**RECORDS FOR THIS TASK**.
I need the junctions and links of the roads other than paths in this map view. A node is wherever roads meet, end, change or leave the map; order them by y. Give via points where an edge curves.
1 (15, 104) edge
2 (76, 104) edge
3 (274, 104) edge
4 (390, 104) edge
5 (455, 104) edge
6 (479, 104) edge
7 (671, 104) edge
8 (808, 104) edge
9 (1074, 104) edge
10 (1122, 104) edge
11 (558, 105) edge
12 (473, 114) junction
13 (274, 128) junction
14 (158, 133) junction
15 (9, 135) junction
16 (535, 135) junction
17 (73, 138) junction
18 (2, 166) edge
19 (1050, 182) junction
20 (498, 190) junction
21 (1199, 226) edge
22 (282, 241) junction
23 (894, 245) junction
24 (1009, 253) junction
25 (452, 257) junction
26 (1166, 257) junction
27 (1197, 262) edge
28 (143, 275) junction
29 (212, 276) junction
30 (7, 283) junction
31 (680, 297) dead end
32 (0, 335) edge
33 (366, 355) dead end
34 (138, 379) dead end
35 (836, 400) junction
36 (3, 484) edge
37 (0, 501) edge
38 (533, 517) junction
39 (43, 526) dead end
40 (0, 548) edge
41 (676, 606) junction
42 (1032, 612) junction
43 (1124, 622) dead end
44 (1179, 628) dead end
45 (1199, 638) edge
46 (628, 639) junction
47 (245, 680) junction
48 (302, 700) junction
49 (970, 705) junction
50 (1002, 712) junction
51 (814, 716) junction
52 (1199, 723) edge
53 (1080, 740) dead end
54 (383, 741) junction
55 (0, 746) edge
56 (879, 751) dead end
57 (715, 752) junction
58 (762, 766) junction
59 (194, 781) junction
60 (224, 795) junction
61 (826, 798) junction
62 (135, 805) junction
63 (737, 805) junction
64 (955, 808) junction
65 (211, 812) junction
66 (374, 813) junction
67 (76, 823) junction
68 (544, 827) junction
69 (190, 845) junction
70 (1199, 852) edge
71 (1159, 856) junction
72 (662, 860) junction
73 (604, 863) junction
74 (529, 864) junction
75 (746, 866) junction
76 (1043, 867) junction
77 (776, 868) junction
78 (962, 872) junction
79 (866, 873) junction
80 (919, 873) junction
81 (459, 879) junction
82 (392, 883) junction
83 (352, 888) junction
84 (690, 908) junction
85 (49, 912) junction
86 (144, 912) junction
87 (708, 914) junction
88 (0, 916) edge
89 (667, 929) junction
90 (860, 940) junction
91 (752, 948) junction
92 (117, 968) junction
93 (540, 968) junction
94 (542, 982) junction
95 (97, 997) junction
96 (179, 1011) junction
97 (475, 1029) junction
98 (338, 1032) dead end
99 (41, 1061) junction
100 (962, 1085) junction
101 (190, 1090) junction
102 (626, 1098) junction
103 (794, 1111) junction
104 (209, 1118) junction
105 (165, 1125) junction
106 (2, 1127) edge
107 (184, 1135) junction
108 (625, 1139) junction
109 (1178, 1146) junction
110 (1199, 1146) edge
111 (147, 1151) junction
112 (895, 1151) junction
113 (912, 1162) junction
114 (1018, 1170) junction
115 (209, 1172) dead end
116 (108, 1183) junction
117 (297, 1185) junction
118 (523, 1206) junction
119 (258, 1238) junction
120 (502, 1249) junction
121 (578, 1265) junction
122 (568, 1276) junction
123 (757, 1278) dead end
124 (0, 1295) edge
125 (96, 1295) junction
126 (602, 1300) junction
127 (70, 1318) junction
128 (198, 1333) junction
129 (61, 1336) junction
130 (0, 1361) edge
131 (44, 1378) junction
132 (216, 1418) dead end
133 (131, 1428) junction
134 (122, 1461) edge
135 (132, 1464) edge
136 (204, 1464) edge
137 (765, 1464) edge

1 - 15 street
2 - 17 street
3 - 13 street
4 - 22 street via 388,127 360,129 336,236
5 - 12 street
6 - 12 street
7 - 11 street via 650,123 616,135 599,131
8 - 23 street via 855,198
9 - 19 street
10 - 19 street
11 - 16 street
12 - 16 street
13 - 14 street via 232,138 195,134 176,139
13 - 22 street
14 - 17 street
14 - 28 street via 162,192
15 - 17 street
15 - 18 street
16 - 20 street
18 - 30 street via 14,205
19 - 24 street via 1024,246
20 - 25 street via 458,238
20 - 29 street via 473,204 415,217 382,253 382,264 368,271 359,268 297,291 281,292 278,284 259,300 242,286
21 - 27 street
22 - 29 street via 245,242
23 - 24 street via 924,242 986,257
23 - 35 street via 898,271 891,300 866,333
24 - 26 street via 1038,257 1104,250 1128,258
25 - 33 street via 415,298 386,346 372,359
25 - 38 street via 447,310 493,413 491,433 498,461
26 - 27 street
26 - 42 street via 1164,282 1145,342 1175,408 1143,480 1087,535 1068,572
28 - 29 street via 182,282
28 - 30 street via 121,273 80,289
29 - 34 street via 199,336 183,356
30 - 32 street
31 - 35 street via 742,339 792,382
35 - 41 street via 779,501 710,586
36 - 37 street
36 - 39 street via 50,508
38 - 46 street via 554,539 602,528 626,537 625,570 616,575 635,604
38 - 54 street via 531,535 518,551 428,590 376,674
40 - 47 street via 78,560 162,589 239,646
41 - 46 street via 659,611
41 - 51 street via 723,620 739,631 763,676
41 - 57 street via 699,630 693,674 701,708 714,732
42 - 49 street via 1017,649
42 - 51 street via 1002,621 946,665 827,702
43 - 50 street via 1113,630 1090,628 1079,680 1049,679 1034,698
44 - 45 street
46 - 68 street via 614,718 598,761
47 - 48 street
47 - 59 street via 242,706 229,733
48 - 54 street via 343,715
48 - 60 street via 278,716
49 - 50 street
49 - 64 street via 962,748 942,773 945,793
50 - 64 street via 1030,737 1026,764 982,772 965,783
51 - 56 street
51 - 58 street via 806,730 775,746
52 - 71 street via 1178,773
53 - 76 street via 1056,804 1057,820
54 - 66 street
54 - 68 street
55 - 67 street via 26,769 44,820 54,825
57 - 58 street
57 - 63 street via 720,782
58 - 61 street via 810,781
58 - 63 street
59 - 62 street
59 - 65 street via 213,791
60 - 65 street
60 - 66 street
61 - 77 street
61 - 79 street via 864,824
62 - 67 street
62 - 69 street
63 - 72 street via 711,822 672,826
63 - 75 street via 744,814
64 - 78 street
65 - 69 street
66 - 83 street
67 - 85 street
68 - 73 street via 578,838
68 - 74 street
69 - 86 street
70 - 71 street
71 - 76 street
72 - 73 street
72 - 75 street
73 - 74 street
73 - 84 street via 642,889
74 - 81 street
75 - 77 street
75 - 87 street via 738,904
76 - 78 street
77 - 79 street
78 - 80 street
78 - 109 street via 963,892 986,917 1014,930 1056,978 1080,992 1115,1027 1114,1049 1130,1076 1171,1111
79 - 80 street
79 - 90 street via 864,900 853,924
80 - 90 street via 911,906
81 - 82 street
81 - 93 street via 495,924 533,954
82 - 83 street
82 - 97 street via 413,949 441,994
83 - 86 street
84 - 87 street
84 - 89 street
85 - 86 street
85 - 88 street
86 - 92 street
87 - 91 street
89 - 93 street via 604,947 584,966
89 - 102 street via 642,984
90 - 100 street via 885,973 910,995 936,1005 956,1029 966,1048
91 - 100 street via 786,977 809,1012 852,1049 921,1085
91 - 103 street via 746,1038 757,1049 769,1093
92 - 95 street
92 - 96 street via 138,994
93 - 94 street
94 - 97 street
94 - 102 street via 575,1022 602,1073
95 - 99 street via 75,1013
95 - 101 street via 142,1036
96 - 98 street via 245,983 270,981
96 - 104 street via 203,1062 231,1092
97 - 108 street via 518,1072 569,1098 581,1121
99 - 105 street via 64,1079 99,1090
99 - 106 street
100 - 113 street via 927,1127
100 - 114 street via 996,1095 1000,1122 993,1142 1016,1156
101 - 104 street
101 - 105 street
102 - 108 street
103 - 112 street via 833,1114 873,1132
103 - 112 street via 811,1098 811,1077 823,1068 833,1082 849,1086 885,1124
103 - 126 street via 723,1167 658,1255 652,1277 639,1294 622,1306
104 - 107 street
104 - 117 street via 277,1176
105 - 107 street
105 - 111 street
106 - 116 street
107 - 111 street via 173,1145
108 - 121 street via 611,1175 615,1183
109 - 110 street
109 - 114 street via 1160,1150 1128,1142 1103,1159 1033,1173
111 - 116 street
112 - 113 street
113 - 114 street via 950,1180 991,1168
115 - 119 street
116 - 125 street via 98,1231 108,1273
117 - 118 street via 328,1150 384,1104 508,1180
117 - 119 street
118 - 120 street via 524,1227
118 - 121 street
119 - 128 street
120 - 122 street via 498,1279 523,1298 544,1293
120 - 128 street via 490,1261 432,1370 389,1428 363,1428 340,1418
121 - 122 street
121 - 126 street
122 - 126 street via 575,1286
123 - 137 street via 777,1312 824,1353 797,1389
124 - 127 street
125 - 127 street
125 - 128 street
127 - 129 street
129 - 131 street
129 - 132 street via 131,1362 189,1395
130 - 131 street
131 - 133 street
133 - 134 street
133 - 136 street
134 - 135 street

**PROBLEM STATEMENT**. Each line in the listing where the word "dead" is found is to be copied.

**RESULT**.
31 (680, 297) dead end
33 (366, 355) dead end
34 (138, 379) dead end
39 (43, 526) dead end
43 (1124, 622) dead end
44 (1179, 628) dead end
53 (1080, 740) dead end
56 (879, 751) dead end
98 (338, 1032) dead end
115 (209, 1172) dead end
123 (757, 1278) dead end
132 (216, 1418) dead end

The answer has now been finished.